Even before Captain Etheldred’s company had reached the army’s perimeter, horses, carts and heralds were sent to meet them. Mounted knights arrayed in similar fashion to Etheldred rode up bearing high banners and escorted them to a large horse drawn cart.

Loche now watches the green land pass and the massive host of gods draw ever nearer. Loche holds Julia’s hand. She grips him desperately. She is pale and having difficulty staying conscious. She has not spoken or made a sound since she beheld the sprawling army. Rathinalya. Edwin sits on his lap—but there is no sign of his young son in the boy’s face. Instead, a foreign, calm curiosity is seated there. He appears fascinated and thoughtful. Etheldred sits beside him on the wagon.

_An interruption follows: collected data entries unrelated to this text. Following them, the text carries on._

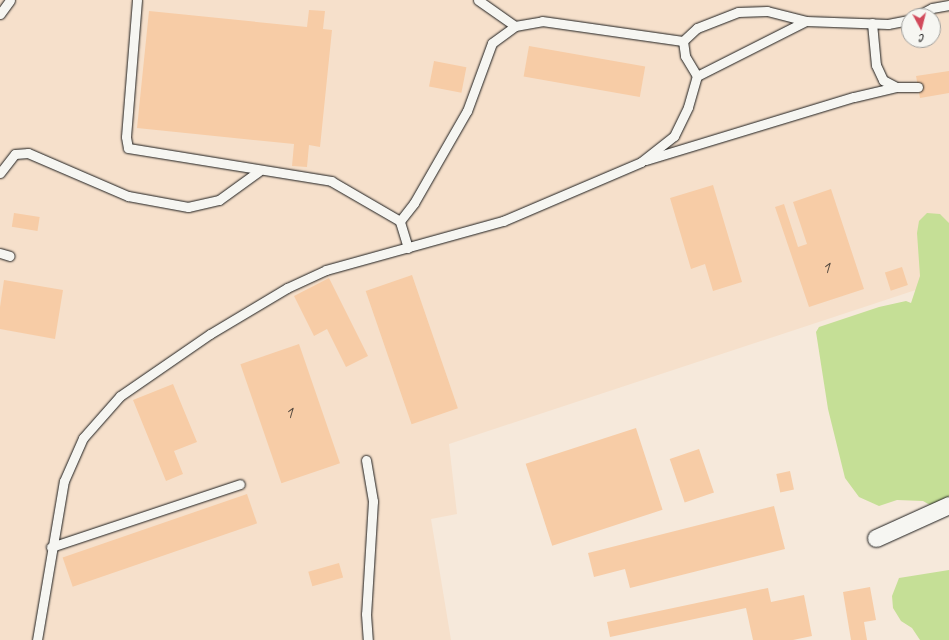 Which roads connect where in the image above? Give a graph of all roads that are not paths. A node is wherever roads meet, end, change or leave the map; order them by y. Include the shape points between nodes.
1 (10, 0) edge
2 (137, 0) edge
3 (478, 0) edge
4 (931, 4) edge
5 (949, 5) edge
6 (0, 14) edge
7 (806, 21) junction
8 (901, 21) edge
9 (872, 23) junction
10 (515, 26) junction
11 (683, 41) junction
12 (697, 76) junction
13 (896, 87) junction
14 (918, 87) dead end
15 (641, 162) junction
16 (259, 171) junction
17 (0, 173) edge
18 (400, 221) junction
19 (408, 248) junction
20 (0, 253) edge
21 (10, 256) dead end
22 (366, 460) dead end
23 (240, 484) dead end
24 (949, 504) edge
25 (876, 538) dead end
26 (51, 547) junction
27 (37, 640) edge
28 (368, 640) edge

1 - 6 lane
2 - 16 lane via 126,137 128,148
3 - 10 lane
4 - 5 lane
7 - 9 lane
7 - 11 lane via 767,11 738,12 697,28
7 - 12 lane
8 - 9 lane
9 - 13 lane via 876,65 883,80
10 - 11 lane via 542,22
10 - 18 lane via 492,43 467,110 414,203
11 - 12 lane via 685,56
12 - 15 lane via 688,107 674,136
13 - 14 lane
13 - 15 lane via 854,96
15 - 19 lane via 503,221
16 - 17 lane via 219,200 188,207 128,196 28,153 15,154
16 - 18 lane via 331,182
18 - 19 lane
19 - 26 lane via 326,270 287,288 210,334 120,396 83,438 64,481
20 - 21 lane
22 - 28 lane via 373,502 366,614
23 - 26 lane
24 - 25 street
26 - 27 lane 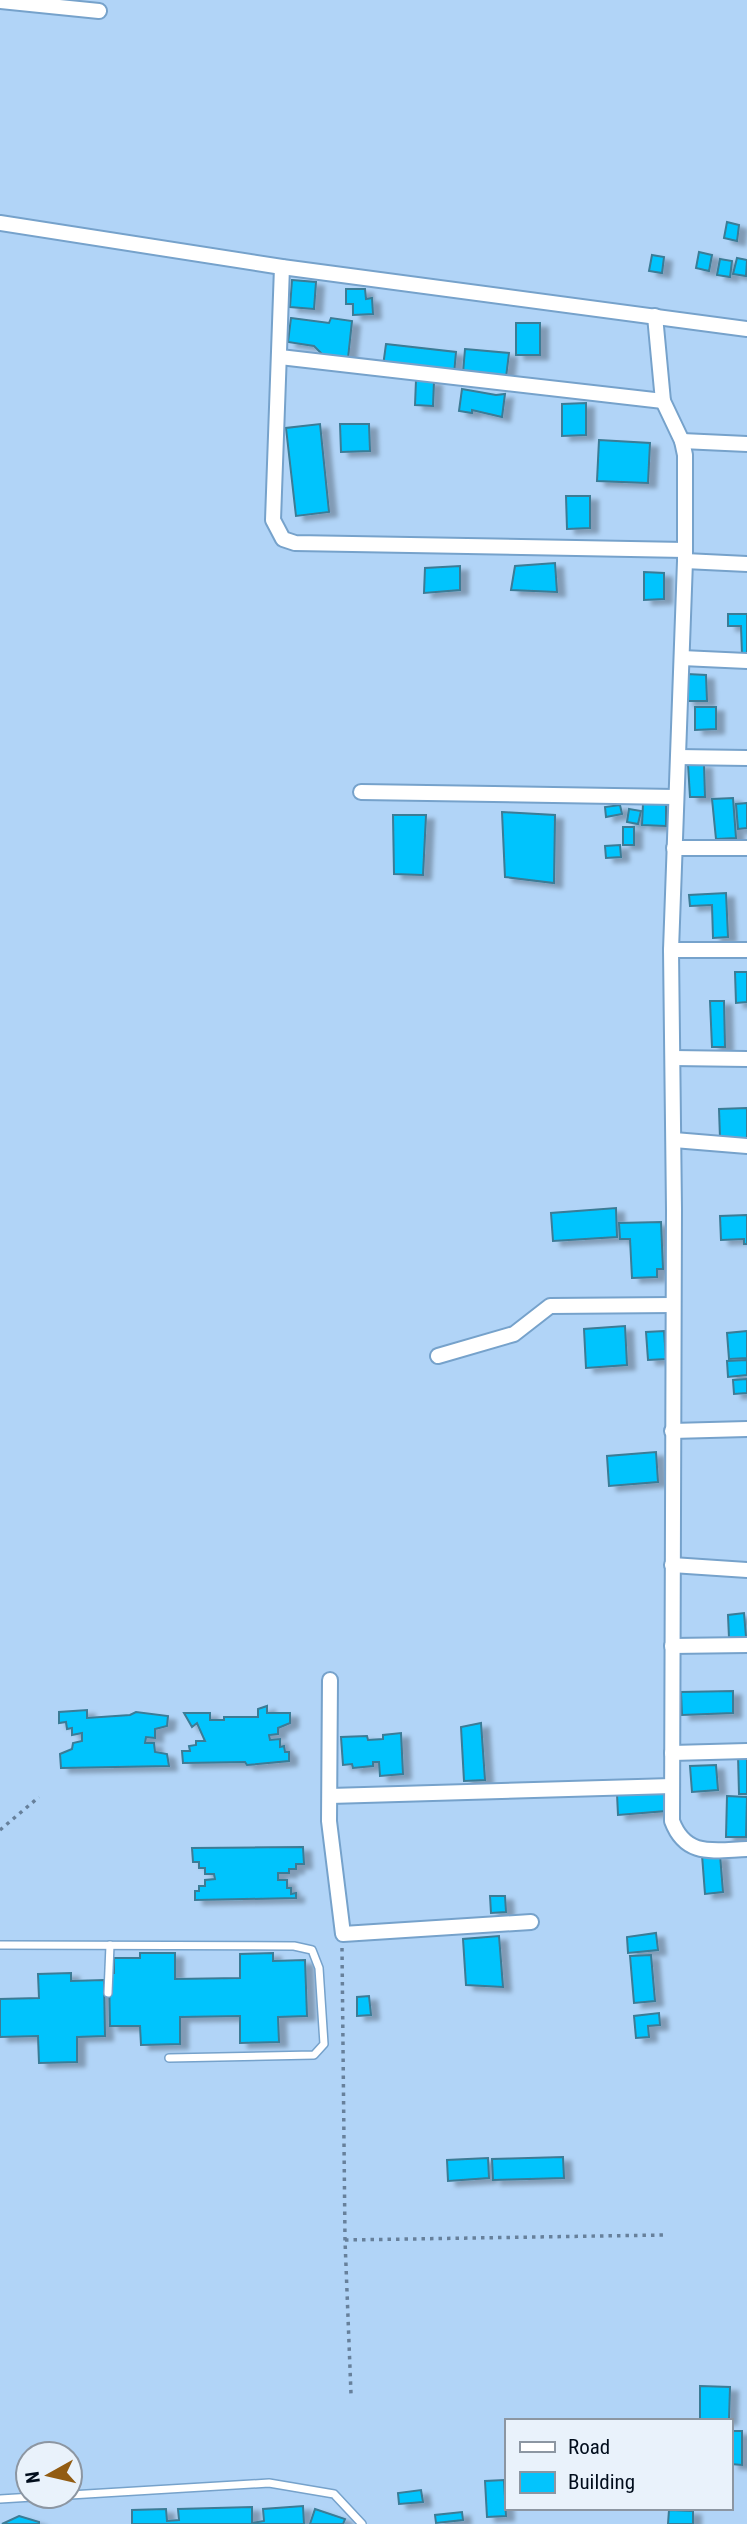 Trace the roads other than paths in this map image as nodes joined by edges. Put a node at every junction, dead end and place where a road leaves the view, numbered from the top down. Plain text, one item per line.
1 (0, 1) edge
2 (99, 11) dead end
3 (0, 223) edge
4 (282, 267) junction
5 (655, 316) junction
6 (747, 329) edge
7 (280, 357) junction
8 (663, 401) junction
9 (682, 441) junction
10 (747, 444) edge
11 (685, 555) junction
12 (747, 564) edge
13 (682, 658) junction
14 (747, 661) edge
15 (678, 757) junction
16 (747, 758) edge
17 (361, 792) dead end
18 (675, 797) junction
19 (674, 848) junction
20 (747, 848) edge
21 (671, 950) junction
22 (747, 950) edge
23 (673, 1058) junction
24 (747, 1059) edge
25 (674, 1140) junction
26 (747, 1146) edge
27 (673, 1305) junction
28 (438, 1356) dead end
29 (747, 1429) edge
30 (672, 1431) junction
31 (672, 1565) junction
32 (747, 1570) edge
33 (747, 1645) edge
34 (672, 1646) junction
35 (330, 1680) dead end
36 (747, 1751) edge
37 (672, 1753) junction
38 (672, 1786) junction
39 (330, 1796) junction
40 (747, 1849) edge
41 (531, 1922) dead end
42 (0, 1945) edge
43 (110, 1945) junction
44 (108, 1993) dead end
45 (169, 2058) dead end
46 (84, 2494) edge
47 (362, 2524) edge

1 - 2 street
3 - 4 street
4 - 5 street
4 - 7 street
5 - 6 street
5 - 8 street
7 - 8 street
7 - 11 street
8 - 9 street
9 - 10 street
9 - 11 street
11 - 12 street
11 - 13 street
13 - 14 street
13 - 15 street
15 - 16 street
15 - 18 street
17 - 18 street
18 - 19 street
19 - 20 street
19 - 21 street
21 - 22 street
21 - 23 street
23 - 24 street
23 - 25 street
25 - 26 street
25 - 27 street
27 - 28 street
27 - 30 street
29 - 30 street
30 - 31 street
31 - 32 street
31 - 34 street
33 - 34 street
34 - 37 street
35 - 39 street
36 - 37 street
37 - 38 street
38 - 39 street
38 - 40 street
39 - 41 street
42 - 43 lane
43 - 44 lane
43 - 45 lane
46 - 47 lane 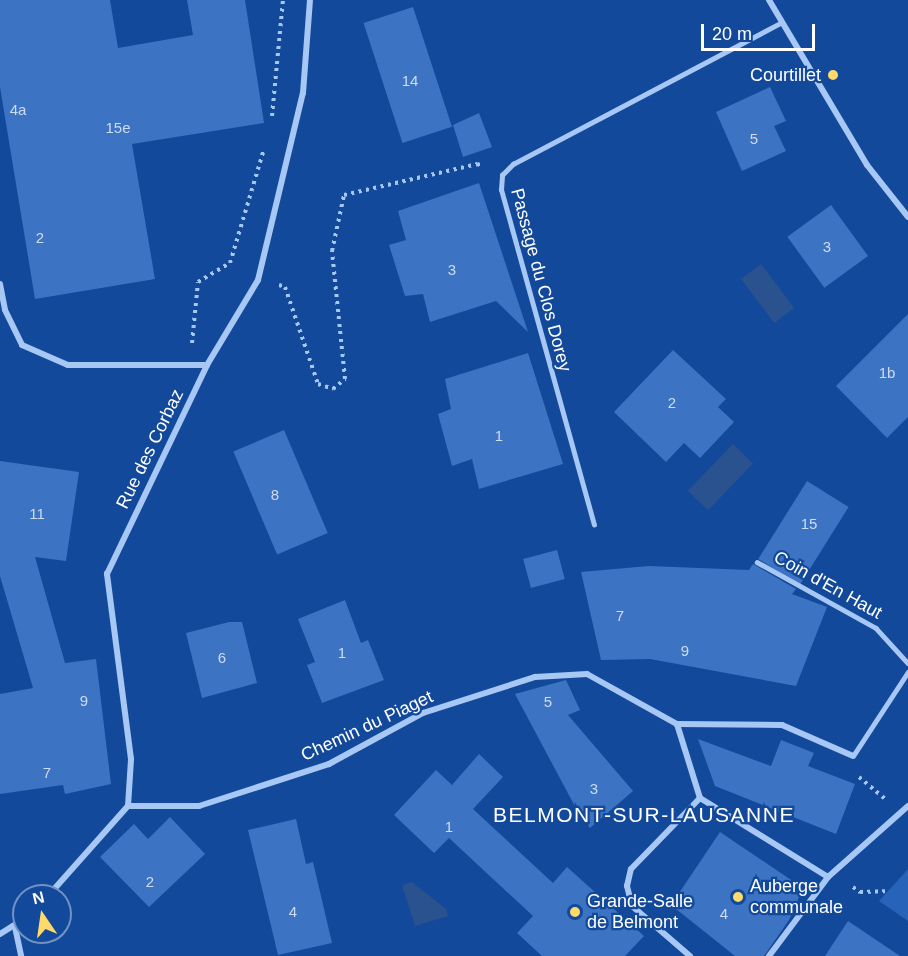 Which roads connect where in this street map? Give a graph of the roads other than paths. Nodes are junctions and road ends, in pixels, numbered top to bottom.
1 (310, 0) edge
2 (769, 0) edge
3 (780, 23) junction
4 (908, 217) edge
5 (0, 284) edge
6 (207, 366) junction
7 (594, 525) dead end
8 (757, 562) dead end
9 (908, 663) edge
10 (908, 672) edge
11 (678, 724) junction
12 (853, 756) joint
13 (700, 798) junction
14 (128, 806) junction
15 (908, 806) edge
16 (828, 877) junction
17 (59, 884) edge
18 (690, 956) edge
19 (768, 956) edge

1 - 6 street, Rue des Corbaz
2 - 3 street
3 - 4 street
3 - 7 lane, Passage du Clos Dorey
5 - 6 street
6 - 14 street, Rue des Corbaz
8 - 9 lane, Coin d'En Haut
10 - 12 lane
11 - 12 street
11 - 13 street
11 - 14 street, Chemin du Piaget
13 - 16 street
13 - 18 street
14 - 17 street
15 - 16 street
16 - 19 street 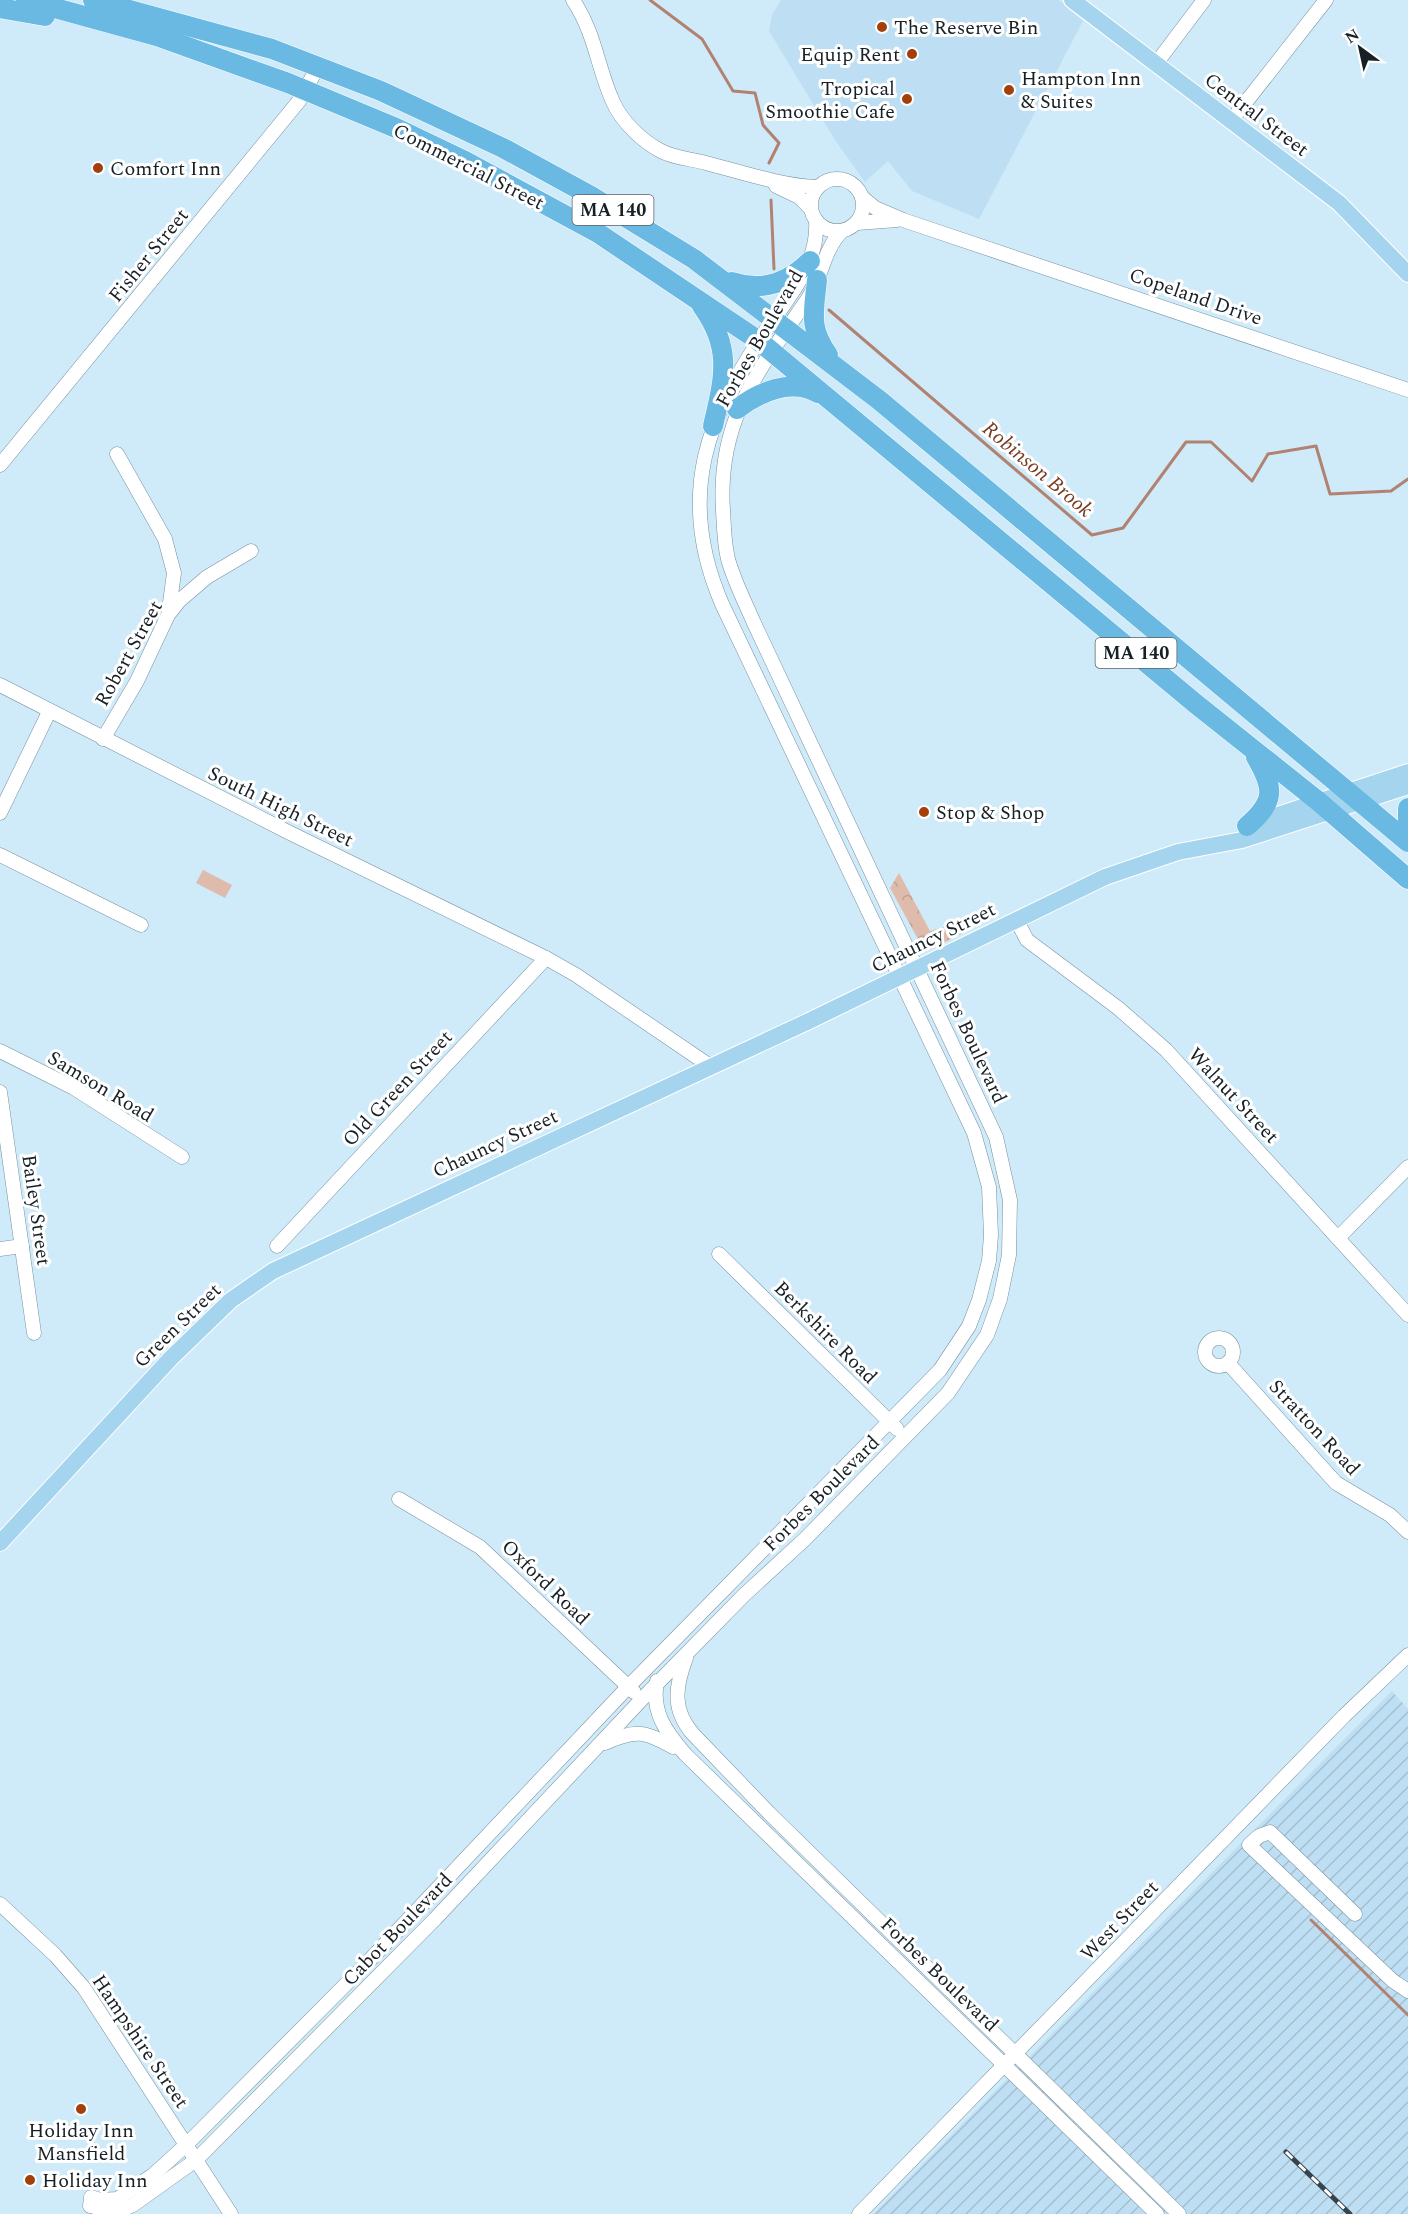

“We have arrived,” The Anglo Saxon captain says in his own tongue, but Loche can still somehow understand him. “Our brothers and sisters from across the great waters. We come from every homestead, hamlet and distant desert. Over endless seas, to destroy the City of Immortals. From armies along the coastlands from deep within the mountains, we are called. We are Thi’s army. We have come to do Its will. We are God.”

He slaps Loche’s shoulder, “The joy! That with the sunrise on a single, fateful day, you awaken as a god. One of a legion of angels.” He motions to the armed city ahead, “All of us woke with the same memory. The knowledge! The power! We can speak beyond our own languages—our stories are shared—we feel Thi’s creation as a man, yet for the first time in our mortal lives, we know what we are somewhere deep within us—we are gods and men together.” He bows his head to Edwin. “And Thi has called upon us to destroy Wyn Avuqua.” He looks darkly upon Julia, “Destroy those that rebel against Thi’s will. And lay in ruin Wyn Avuqua and her people, we shall.”

He spits. “The Itonalya! Murderers. Now we know who they are. Thi has shown us. Now is the time for our revenge. Murderers, killers—god killers. Look,” Loche sees the perimeter gate opening for their entry. Horns blast. Cheers resonate from behind the timber barriers. “This army knows the horrors they’ve committed. We shall not allow a single Immortal to survive.”

As the cart clatters within the wooden battlements, Loche feels the weight of many eyes upon him. The clamor of shouting voices and cheers rises as they enter. Underneath the noise, Loche hears a woeful baying—a horrible cry of pain.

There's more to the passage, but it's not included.